▶ _Directions for this task_
What is needed is an exact copy of all the records below.

[[ Dataset content open ]]

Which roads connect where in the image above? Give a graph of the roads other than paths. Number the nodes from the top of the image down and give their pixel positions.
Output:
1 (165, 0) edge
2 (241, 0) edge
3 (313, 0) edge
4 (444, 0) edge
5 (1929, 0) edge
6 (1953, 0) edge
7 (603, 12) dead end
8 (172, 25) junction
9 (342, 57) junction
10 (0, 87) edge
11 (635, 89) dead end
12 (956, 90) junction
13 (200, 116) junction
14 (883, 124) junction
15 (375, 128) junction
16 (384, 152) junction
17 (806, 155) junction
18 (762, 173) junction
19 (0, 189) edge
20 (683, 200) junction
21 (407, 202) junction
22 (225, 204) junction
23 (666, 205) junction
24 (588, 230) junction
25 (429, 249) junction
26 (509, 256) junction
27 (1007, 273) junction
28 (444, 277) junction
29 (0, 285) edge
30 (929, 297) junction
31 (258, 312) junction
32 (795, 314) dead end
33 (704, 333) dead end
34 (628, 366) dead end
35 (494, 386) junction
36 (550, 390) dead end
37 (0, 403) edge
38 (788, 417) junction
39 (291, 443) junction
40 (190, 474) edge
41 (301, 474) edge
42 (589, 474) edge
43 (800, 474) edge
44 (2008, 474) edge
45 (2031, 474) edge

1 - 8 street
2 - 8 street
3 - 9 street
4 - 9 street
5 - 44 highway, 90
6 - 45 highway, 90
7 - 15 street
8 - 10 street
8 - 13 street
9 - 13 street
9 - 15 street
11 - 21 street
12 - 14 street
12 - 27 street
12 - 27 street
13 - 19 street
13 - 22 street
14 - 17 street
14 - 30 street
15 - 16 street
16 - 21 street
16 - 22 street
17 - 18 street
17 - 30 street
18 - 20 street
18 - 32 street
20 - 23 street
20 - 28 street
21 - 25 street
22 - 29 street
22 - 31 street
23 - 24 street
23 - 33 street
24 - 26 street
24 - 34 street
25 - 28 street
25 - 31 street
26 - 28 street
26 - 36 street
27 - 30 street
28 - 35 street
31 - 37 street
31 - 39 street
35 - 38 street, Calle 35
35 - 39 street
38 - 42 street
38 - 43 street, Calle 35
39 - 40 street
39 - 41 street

[[ Dataset content closed ]]

▶ _Answer space_
Which roads connect where in the image above? Give a graph of the roads other than paths. Number the nodes from the top of the image down and give their pixel positions.
Output:
1 (165, 0) edge
2 (241, 0) edge
3 (313, 0) edge
4 (444, 0) edge
5 (1929, 0) edge
6 (1953, 0) edge
7 (603, 12) dead end
8 (172, 25) junction
9 (342, 57) junction
10 (0, 87) edge
11 (635, 89) dead end
12 (956, 90) junction
13 (200, 116) junction
14 (883, 124) junction
15 (375, 128) junction
16 (384, 152) junction
17 (806, 155) junction
18 (762, 173) junction
19 (0, 189) edge
20 (683, 200) junction
21 (407, 202) junction
22 (225, 204) junction
23 (666, 205) junction
24 (588, 230) junction
25 (429, 249) junction
26 (509, 256) junction
27 (1007, 273) junction
28 (444, 277) junction
29 (0, 285) edge
30 (929, 297) junction
31 (258, 312) junction
32 (795, 314) dead end
33 (704, 333) dead end
34 (628, 366) dead end
35 (494, 386) junction
36 (550, 390) dead end
37 (0, 403) edge
38 (788, 417) junction
39 (291, 443) junction
40 (190, 474) edge
41 (301, 474) edge
42 (589, 474) edge
43 (800, 474) edge
44 (2008, 474) edge
45 (2031, 474) edge

1 - 8 street
2 - 8 street
3 - 9 street
4 - 9 street
5 - 44 highway, 90
6 - 45 highway, 90
7 - 15 street
8 - 10 street
8 - 13 street
9 - 13 street
9 - 15 street
11 - 21 street
12 - 14 street
12 - 27 street
12 - 27 street
13 - 19 street
13 - 22 street
14 - 17 street
14 - 30 street
15 - 16 street
16 - 21 street
16 - 22 street
17 - 18 street
17 - 30 street
18 - 20 street
18 - 32 street
20 - 23 street
20 - 28 street
21 - 25 street
22 - 29 street
22 - 31 street
23 - 24 street
23 - 33 street
24 - 26 street
24 - 34 street
25 - 28 street
25 - 31 street
26 - 28 street
26 - 36 street
27 - 30 street
28 - 35 street
31 - 37 street
31 - 39 street
35 - 38 street, Calle 35
35 - 39 street
38 - 42 street
38 - 43 street, Calle 35
39 - 40 street
39 - 41 street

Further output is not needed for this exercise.